= Flying height =

The flying height or floating height or head gap is the distance between the disk read/write head on a hard disk drive and the platter. The first commercial hard-disk drive, the IBM 305 RAMAC (1956), used forced air to maintain a 0.002 inch (51 μm) between the head and disk. The IBM 1301, introduced in 1961, was the first disk drive in which the head was attached to a "hydrodynamic air bearing slider," which generates its own cushion of pressurized air, allowing the slider and head to fly much closer, 0.00025 inches (6.35 μm) above the disk surface.

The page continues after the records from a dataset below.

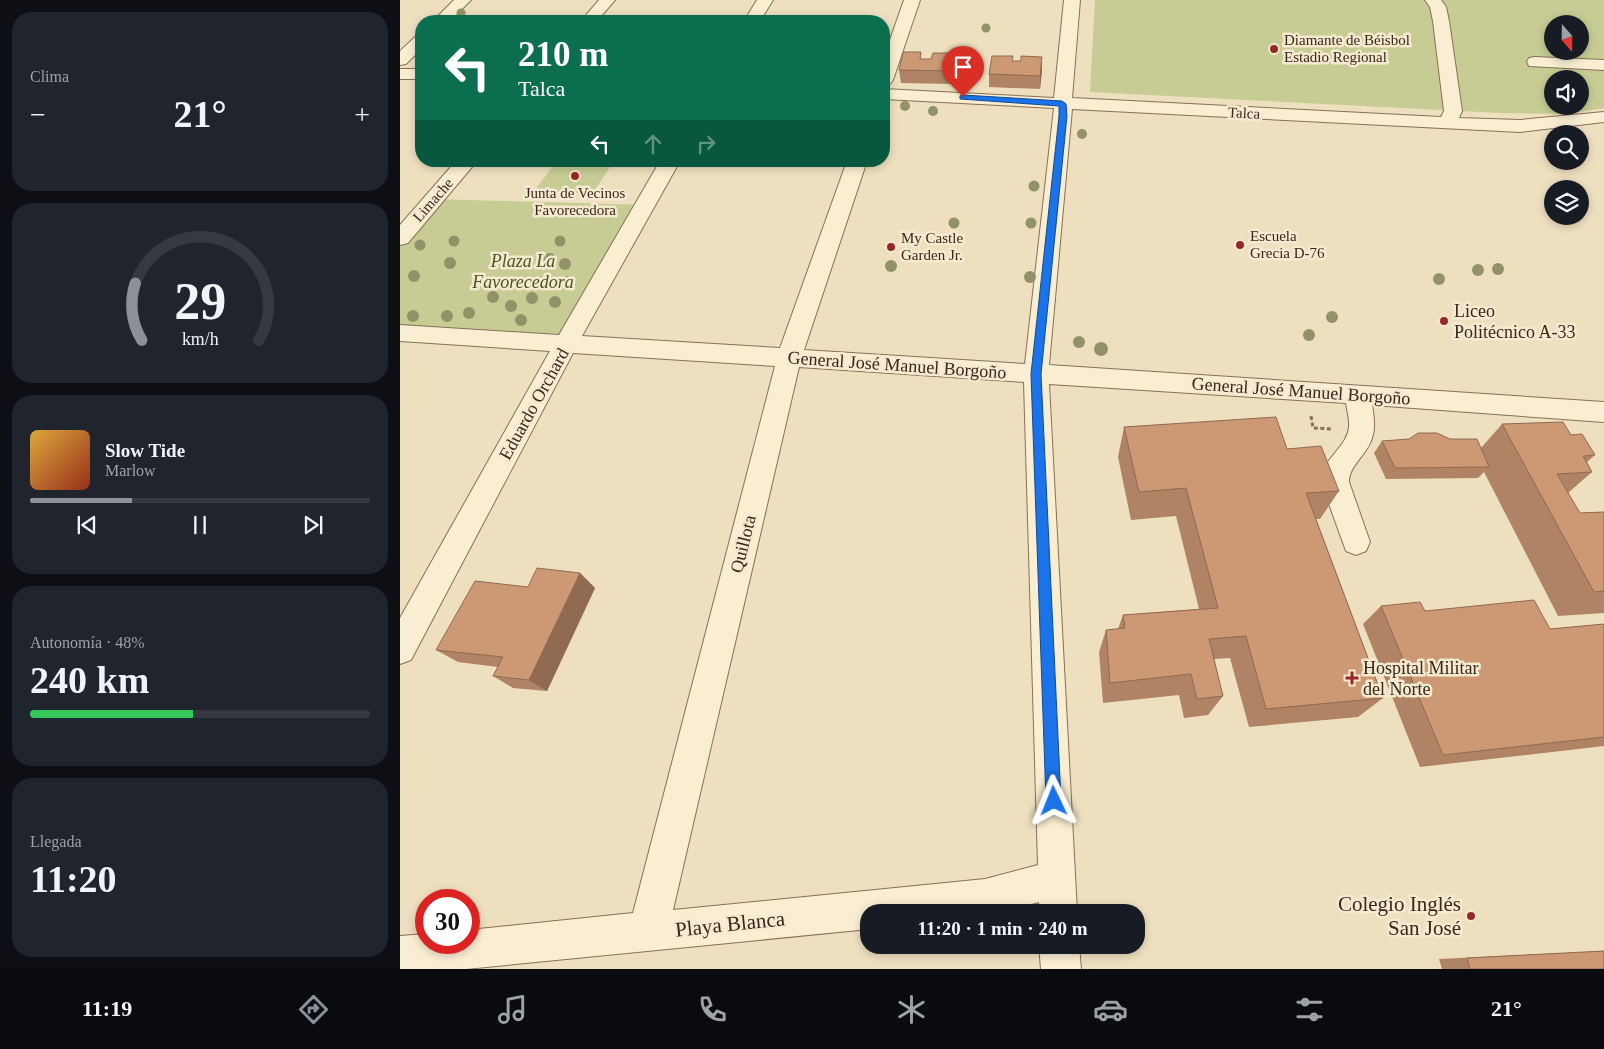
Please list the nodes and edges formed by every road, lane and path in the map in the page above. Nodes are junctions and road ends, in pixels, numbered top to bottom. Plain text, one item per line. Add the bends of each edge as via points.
1 (463, 0) edge
2 (607, 0) edge
3 (765, 0) edge
4 (912, 0) edge
5 (1072, 0) edge
6 (1433, 0) edge
7 (447, 15) edge
8 (594, 15) edge
9 (756, 15) edge
10 (415, 46) edge
11 (400, 60) edge
12 (1535, 62) dead end
13 (890, 63) edge
14 (1604, 65) edge
15 (400, 74) edge
16 (415, 74) edge
17 (890, 94) edge
18 (1062, 104) junction
19 (1604, 117) edge
20 (1447, 122) junction
21 (462, 167) edge
22 (667, 167) edge
23 (855, 167) edge
24 (400, 238) edge
25 (400, 333) edge
26 (566, 344) junction
27 (789, 358) junction
28 (1036, 374) junction
29 (1307, 391) junction
30 (1358, 395) junction
31 (1604, 412) edge
32 (1337, 430) dead end
33 (1356, 542) dead end
34 (400, 649) edge
35 (1058, 895) edge
36 (648, 932) junction
37 (1060, 954) edge
38 (400, 956) edge
39 (1061, 969) edge

1 - 7 street
2 - 8 street
3 - 9 street
4 - 13 street
5 - 18 street
6 - 20 street via 1441,20 1453,111
10 - 11 street
12 - 14 street
15 - 16 street
17 - 18 street, Talca
18 - 20 street, Talca
18 - 28 street
19 - 20 street, Talca via 1520,126
21 - 24 street, Limache
22 - 26 street, Eduardo Orchard
23 - 27 street, Quillota
25 - 26 street, General José Manuel Borgoño
26 - 27 street, General José Manuel Borgoño
26 - 34 street, Eduardo Orchard
27 - 28 street, General José Manuel Borgoño
27 - 36 street, Quillota
28 - 29 street, General José Manuel Borgoño
28 - 35 street
29 - 30 street, General José Manuel Borgoño
29 - 32 path via 1313,428
30 - 31 street, General José Manuel Borgoño
30 - 33 street via 1362,427 1358,441 1336,472 1335,482
35 - 36 street, Playa Blanca via 986,898
36 - 38 street, Playa Blanca
37 - 39 street

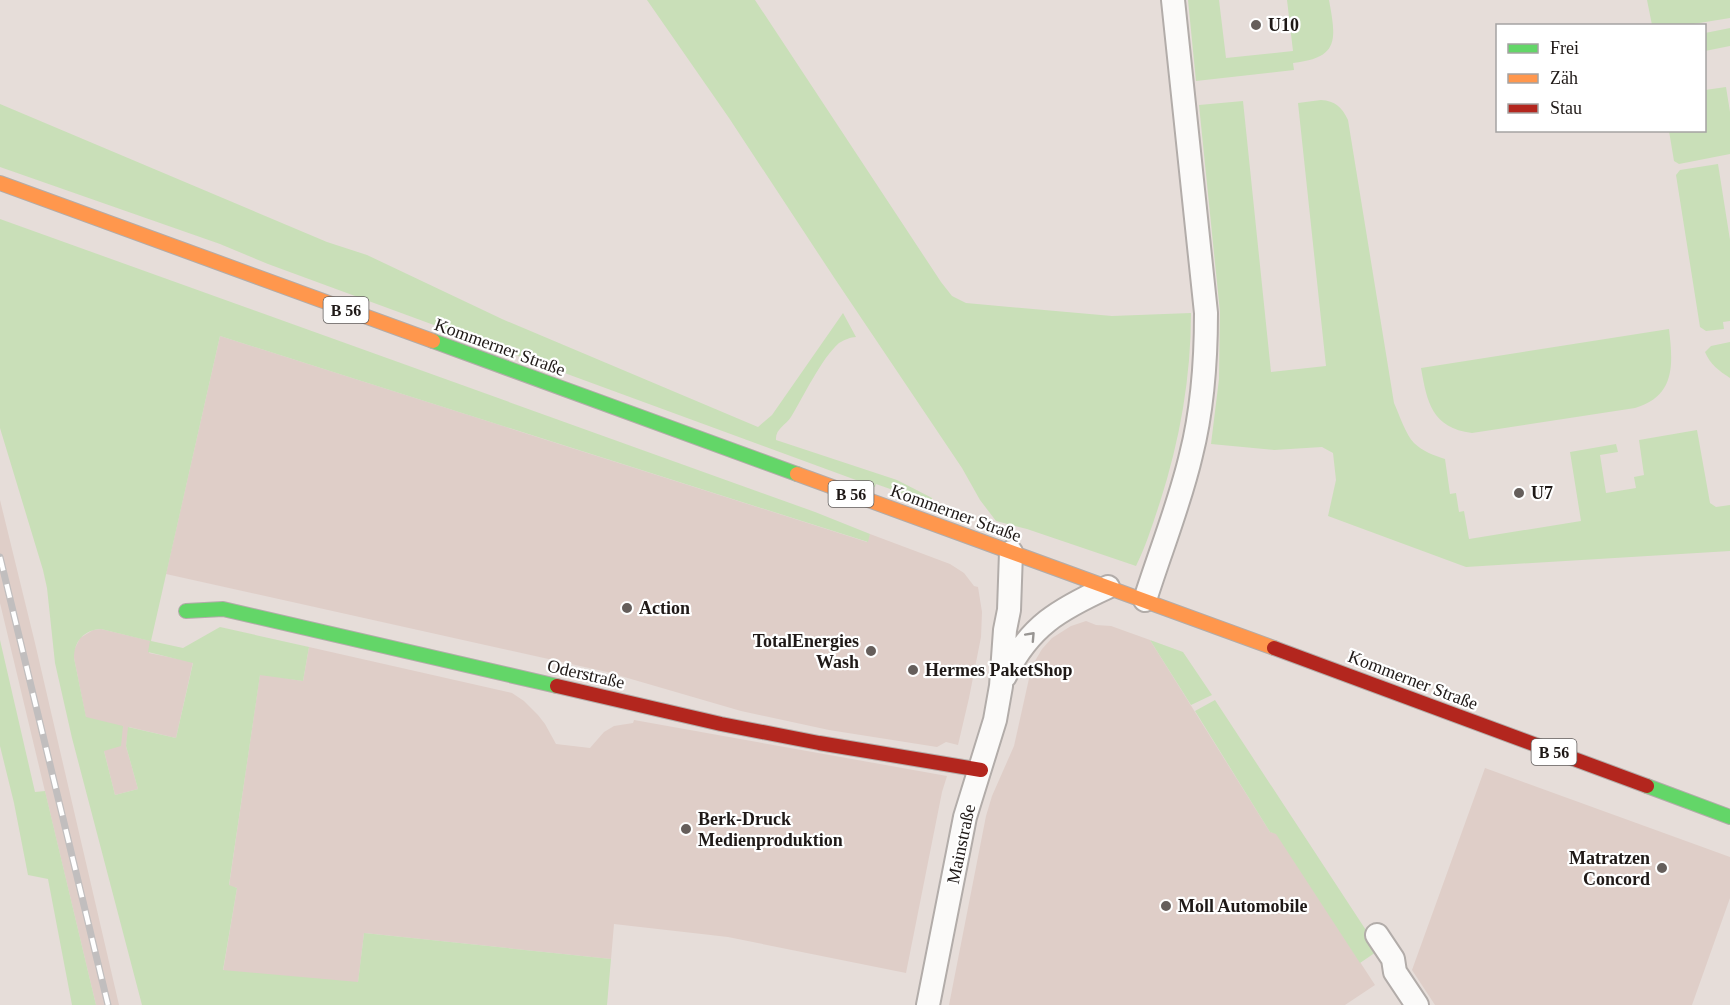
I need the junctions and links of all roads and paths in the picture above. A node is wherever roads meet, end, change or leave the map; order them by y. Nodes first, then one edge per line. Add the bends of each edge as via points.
1 (1173, 0) edge
2 (0, 183) edge
3 (1011, 552) junction
4 (1108, 587) junction
5 (1145, 600) junction
6 (186, 611) dead end
7 (1001, 686) junction
8 (981, 770) junction
9 (1730, 817) edge
10 (1377, 935) dead end
11 (928, 1005) edge
12 (1417, 1005) edge

1 - 5 street via 1206,313 1206,357 1191,456
2 - 3 main road, Kommerner Straße / B 56
3 - 4 main road, Kommerner Straße / B 56
3 - 7 street, Mainstraße
4 - 5 main road, Kommerner Straße / B 56
7 -> 4 street, Mainstraße via 1012,661 1034,633 1065,608
5 - 9 main road, Kommerner Straße / B 56
6 - 8 main road, Oderstraße via 223,609 721,724
7 - 8 street, Mainstraße
8 - 11 street, Mainstraße via 965,817
10 - 12 street

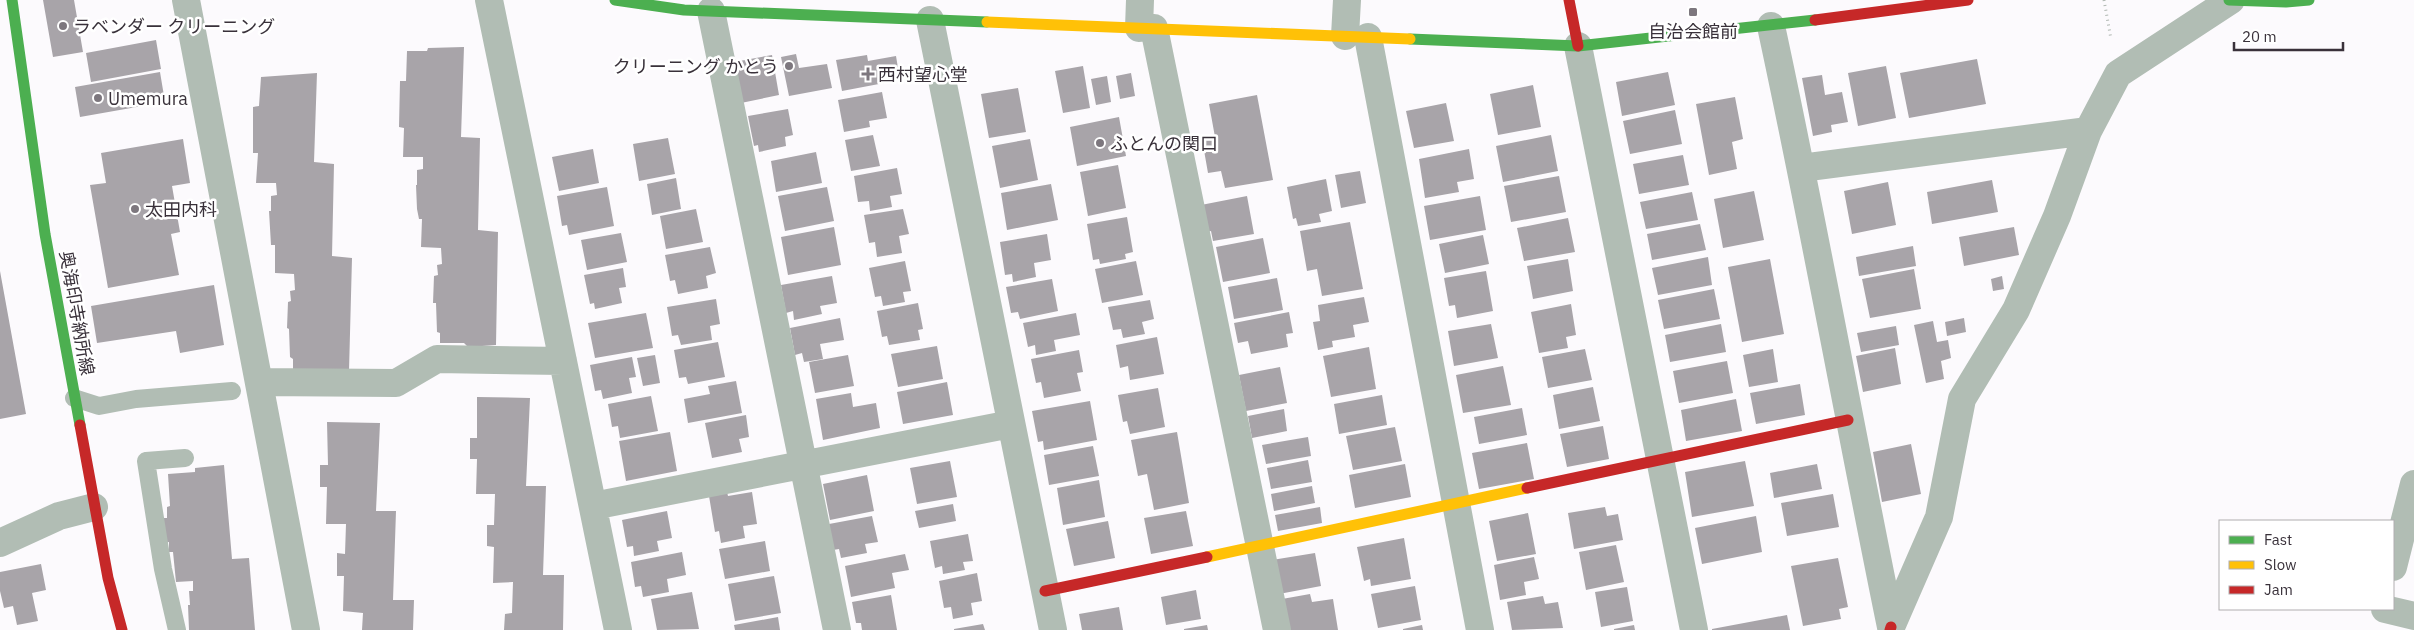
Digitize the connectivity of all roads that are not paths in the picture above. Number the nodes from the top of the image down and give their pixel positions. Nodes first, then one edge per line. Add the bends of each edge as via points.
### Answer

In 2011, the flying height in modern drives was a few nanometers (about 5 nm). Thus, the head can collide with even an obstruction as thin as a fingerprint or a particle of smoke. Despite the dangers of hard drive failure from such foreign objects, hard drives generally allow for ventilation (albeit through a filter) so that the air pressure within the drive can equalize with the air pressure outside. Because disk drives depend on the head floating on a cushion of air, they are not designed to operate in a vacuum. Regulation of flying height will become even more important in future high-capacity drives.

However, hermetically sealed enclosures are beginning to be adopted for hard drives filled with helium gas, with the first products launched in December 2015, starting with capacities of 10 TB.